Your assignment
Reproduce the data exactly, leaving nothing out.

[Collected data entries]
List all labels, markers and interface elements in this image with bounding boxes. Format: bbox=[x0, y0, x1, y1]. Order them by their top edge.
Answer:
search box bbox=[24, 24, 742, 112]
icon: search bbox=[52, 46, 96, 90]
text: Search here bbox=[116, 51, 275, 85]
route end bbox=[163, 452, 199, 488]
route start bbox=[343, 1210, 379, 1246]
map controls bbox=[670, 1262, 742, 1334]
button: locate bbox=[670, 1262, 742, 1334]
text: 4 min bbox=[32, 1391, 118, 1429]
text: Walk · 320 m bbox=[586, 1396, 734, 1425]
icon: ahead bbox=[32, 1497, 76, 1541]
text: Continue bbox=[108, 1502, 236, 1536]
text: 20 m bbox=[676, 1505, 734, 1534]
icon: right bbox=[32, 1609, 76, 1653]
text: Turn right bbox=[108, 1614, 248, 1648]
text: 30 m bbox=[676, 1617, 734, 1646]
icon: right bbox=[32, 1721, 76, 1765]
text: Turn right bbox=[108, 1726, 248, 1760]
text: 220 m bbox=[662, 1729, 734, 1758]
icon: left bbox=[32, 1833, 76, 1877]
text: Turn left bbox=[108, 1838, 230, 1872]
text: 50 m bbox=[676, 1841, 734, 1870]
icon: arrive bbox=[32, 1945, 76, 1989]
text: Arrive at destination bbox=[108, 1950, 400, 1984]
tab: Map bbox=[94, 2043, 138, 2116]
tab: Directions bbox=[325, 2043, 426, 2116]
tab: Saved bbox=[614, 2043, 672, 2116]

Problem solution
List all labels, markers and interface elements in this image with bounding boxes. Format: bbox=[x0, y0, x1, y1]. Order them by their top edge.
Answer:
search box bbox=[24, 24, 742, 112]
icon: search bbox=[52, 46, 96, 90]
text: Search here bbox=[116, 51, 275, 85]
route end bbox=[163, 452, 199, 488]
route start bbox=[343, 1210, 379, 1246]
map controls bbox=[670, 1262, 742, 1334]
button: locate bbox=[670, 1262, 742, 1334]
text: 4 min bbox=[32, 1391, 118, 1429]
text: Walk · 320 m bbox=[586, 1396, 734, 1425]
icon: ahead bbox=[32, 1497, 76, 1541]
text: Continue bbox=[108, 1502, 236, 1536]
text: 20 m bbox=[676, 1505, 734, 1534]
icon: right bbox=[32, 1609, 76, 1653]
text: Turn right bbox=[108, 1614, 248, 1648]
text: 30 m bbox=[676, 1617, 734, 1646]
icon: right bbox=[32, 1721, 76, 1765]
text: Turn right bbox=[108, 1726, 248, 1760]
text: 220 m bbox=[662, 1729, 734, 1758]
icon: left bbox=[32, 1833, 76, 1877]
text: Turn left bbox=[108, 1838, 230, 1872]
text: 50 m bbox=[676, 1841, 734, 1870]
icon: arrive bbox=[32, 1945, 76, 1989]
text: Arrive at destination bbox=[108, 1950, 400, 1984]
tab: Map bbox=[94, 2043, 138, 2116]
tab: Directions bbox=[325, 2043, 426, 2116]
tab: Saved bbox=[614, 2043, 672, 2116]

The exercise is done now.